[What to produce]: The data that follows must be transcribed in full and exactly, minus the pictures.

[Dataset records]:
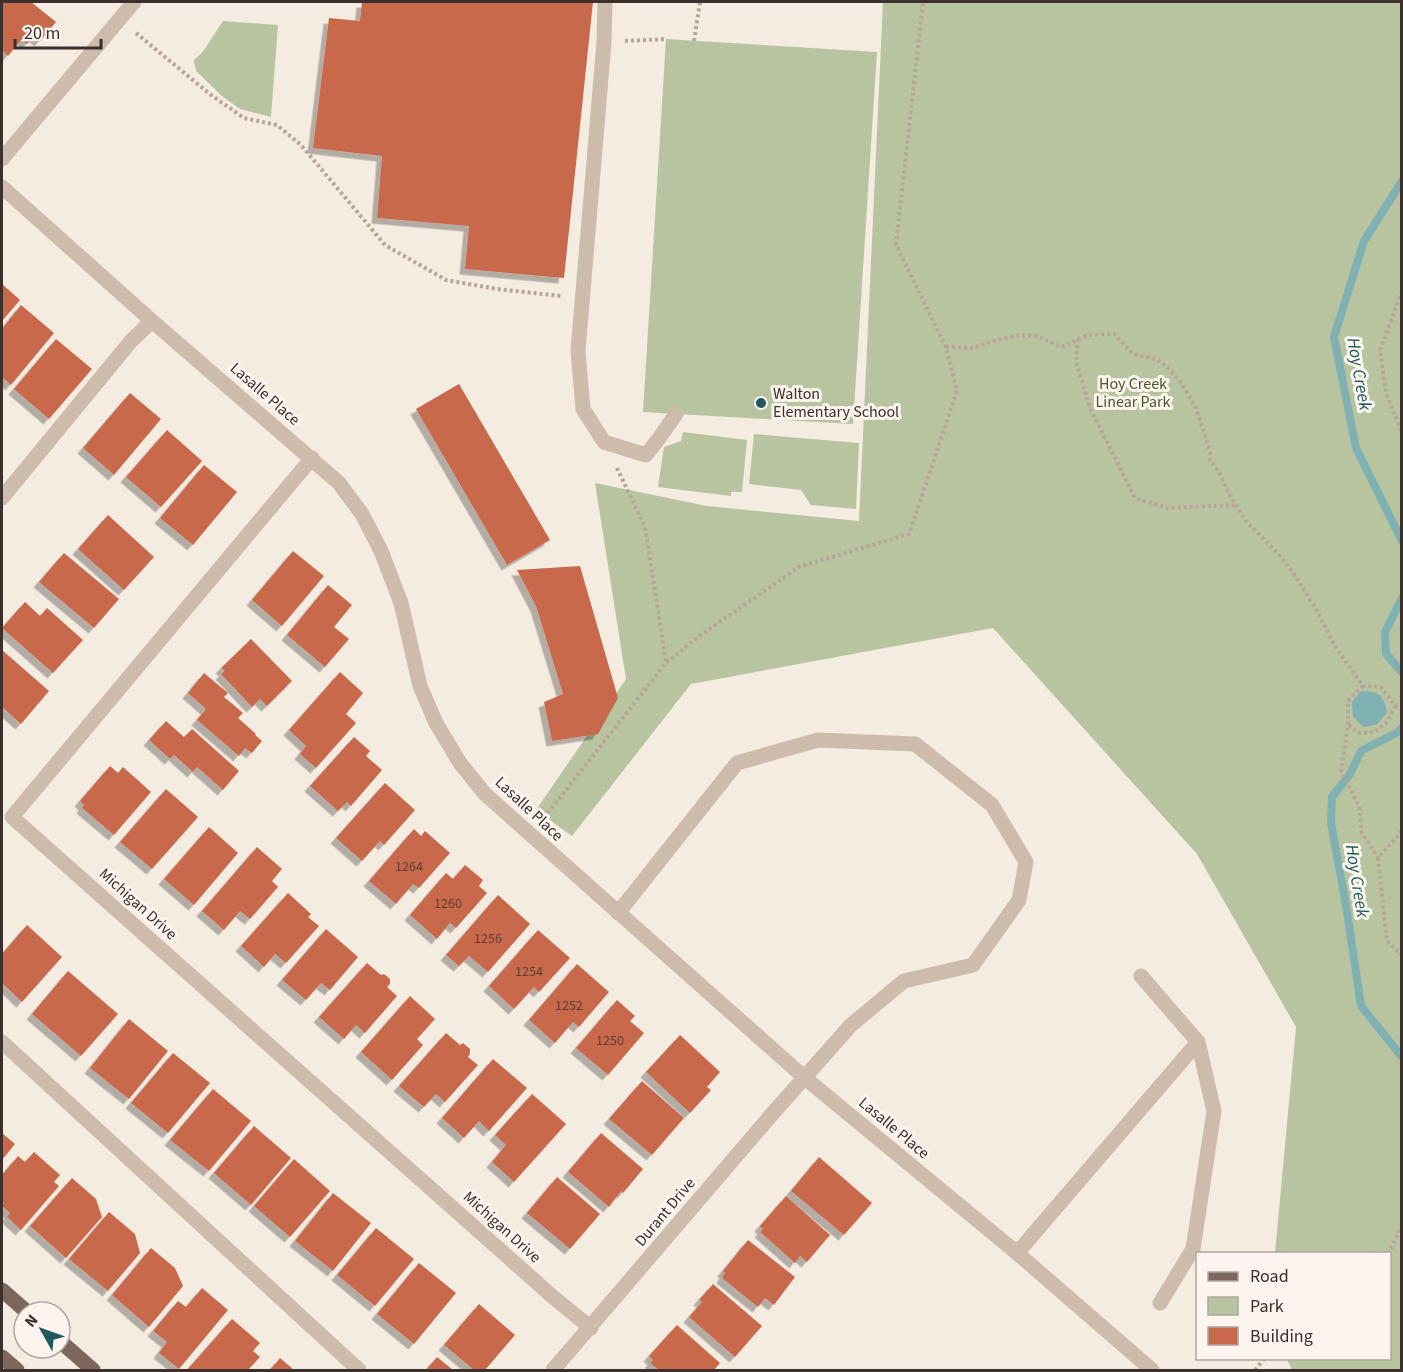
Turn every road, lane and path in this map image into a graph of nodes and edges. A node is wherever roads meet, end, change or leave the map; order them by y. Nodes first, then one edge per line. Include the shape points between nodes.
1 (134, 2) edge
2 (605, 2) edge
3 (700, 2) edge
4 (923, 2) edge
5 (119, 20) junction
6 (666, 39) dead end
7 (694, 41) dead end
8 (604, 42) junction
9 (2, 159) edge
10 (2, 187) edge
11 (1401, 291) edge
12 (583, 298) junction
13 (152, 321) junction
14 (1078, 339) junction
15 (946, 347) junction
16 (676, 414) dead end
17 (1401, 433) edge
18 (604, 442) junction
19 (312, 458) junction
20 (2, 498) edge
21 (1236, 505) junction
22 (666, 663) junction
23 (1363, 686) junction
24 (1399, 706) edge
25 (1348, 725) junction
26 (1401, 831) edge
27 (530, 834) junction
28 (1378, 858) junction
29 (618, 913) junction
30 (1401, 955) edge
31 (1141, 976) dead end
32 (2, 1042) edge
33 (1198, 1042) junction
34 (805, 1078) junction
35 (1401, 1226) edge
36 (1389, 1252) edge
37 (1017, 1253) junction
38 (2, 1290) edge
39 (13, 1300) edge
40 (1160, 1303) dead end
41 (591, 1328) junction
42 (72, 1352) edge
43 (2, 1357) edge
44 (17, 1371) edge
45 (93, 1371) edge
46 (359, 1371) edge
47 (553, 1371) edge
48 (1152, 1371) edge

1 - 5 street
2 - 8 street
3 - 7 path
4 - 15 path via 896,245
5 - 9 street
5 - 12 path via 244,118 277,125 301,145 385,245 446,280
6 - 8 path
8 - 12 street
10 - 13 street, Lasalle Place
11 - 17 path via 1380,350 1386,393
12 - 18 street via 579,351 583,409
13 - 19 street, Lasalle Place
13 - 20 street via 130,341
14 - 15 path via 1061,346 1037,336 1018,335 973,348
14 - 21 path via 1114,334 1133,354 1156,359 1168,368 1197,408 1210,460
14 - 21 path via 1076,362 1090,410 1135,498 1168,507
15 - 22 path via 957,391 909,534 799,567
16 - 18 street via 646,454
18 - 22 path via 645,526
19 - 27 street, Lasalle Place via 339,483 362,514 381,551 401,603 420,686 436,723 485,794
19 - 41 street, Michigan Drive via 12,817
21 - 23 path via 1293,573
22 - 27 path
23 - 24 path via 1381,687
23 - 25 path via 1348,701
24 - 25 path via 1375,732 1358,733
25 - 28 path via 1341,771 1359,806 1362,833
26 - 28 path
27 - 29 street, Lasalle Place
28 - 30 path via 1387,941
29 - 34 street, Lasalle Place
29 - 34 street, Durant Drive via 737,764 818,740 915,744 992,805 1026,862 1019,900 973,965 904,981 851,1025
31 - 33 street
32 - 46 street
33 - 37 street
33 - 40 street via 1214,1111 1193,1249
34 - 37 street, Lasalle Place
34 - 41 street, Durant Drive
35 - 36 path
37 - 48 street, Lasalle Place
38 - 39 main road
41 - 47 street, Durant Drive
42 - 45 main road
43 - 44 main road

[Written response]:
Turn every road, lane and path in this map image into a graph of nodes and edges. A node is wherever roads meet, end, change or leave the map; order them by y. Nodes first, then one edge per line. Include the shape points between nodes.
1 (134, 2) edge
2 (605, 2) edge
3 (700, 2) edge
4 (923, 2) edge
5 (119, 20) junction
6 (666, 39) dead end
7 (694, 41) dead end
8 (604, 42) junction
9 (2, 159) edge
10 (2, 187) edge
11 (1401, 291) edge
12 (583, 298) junction
13 (152, 321) junction
14 (1078, 339) junction
15 (946, 347) junction
16 (676, 414) dead end
17 (1401, 433) edge
18 (604, 442) junction
19 (312, 458) junction
20 (2, 498) edge
21 (1236, 505) junction
22 (666, 663) junction
23 (1363, 686) junction
24 (1399, 706) edge
25 (1348, 725) junction
26 (1401, 831) edge
27 (530, 834) junction
28 (1378, 858) junction
29 (618, 913) junction
30 (1401, 955) edge
31 (1141, 976) dead end
32 (2, 1042) edge
33 (1198, 1042) junction
34 (805, 1078) junction
35 (1401, 1226) edge
36 (1389, 1252) edge
37 (1017, 1253) junction
38 (2, 1290) edge
39 (13, 1300) edge
40 (1160, 1303) dead end
41 (591, 1328) junction
42 (72, 1352) edge
43 (2, 1357) edge
44 (17, 1371) edge
45 (93, 1371) edge
46 (359, 1371) edge
47 (553, 1371) edge
48 (1152, 1371) edge

1 - 5 street
2 - 8 street
3 - 7 path
4 - 15 path via 896,245
5 - 9 street
5 - 12 path via 244,118 277,125 301,145 385,245 446,280
6 - 8 path
8 - 12 street
10 - 13 street, Lasalle Place
11 - 17 path via 1380,350 1386,393
12 - 18 street via 579,351 583,409
13 - 19 street, Lasalle Place
13 - 20 street via 130,341
14 - 15 path via 1061,346 1037,336 1018,335 973,348
14 - 21 path via 1114,334 1133,354 1156,359 1168,368 1197,408 1210,460
14 - 21 path via 1076,362 1090,410 1135,498 1168,507
15 - 22 path via 957,391 909,534 799,567
16 - 18 street via 646,454
18 - 22 path via 645,526
19 - 27 street, Lasalle Place via 339,483 362,514 381,551 401,603 420,686 436,723 485,794
19 - 41 street, Michigan Drive via 12,817
21 - 23 path via 1293,573
22 - 27 path
23 - 24 path via 1381,687
23 - 25 path via 1348,701
24 - 25 path via 1375,732 1358,733
25 - 28 path via 1341,771 1359,806 1362,833
26 - 28 path
27 - 29 street, Lasalle Place
28 - 30 path via 1387,941
29 - 34 street, Lasalle Place
29 - 34 street, Durant Drive via 737,764 818,740 915,744 992,805 1026,862 1019,900 973,965 904,981 851,1025
31 - 33 street
32 - 46 street
33 - 37 street
33 - 40 street via 1214,1111 1193,1249
34 - 37 street, Lasalle Place
34 - 41 street, Durant Drive
35 - 36 path
37 - 48 street, Lasalle Place
38 - 39 main road
41 - 47 street, Durant Drive
42 - 45 main road
43 - 44 main road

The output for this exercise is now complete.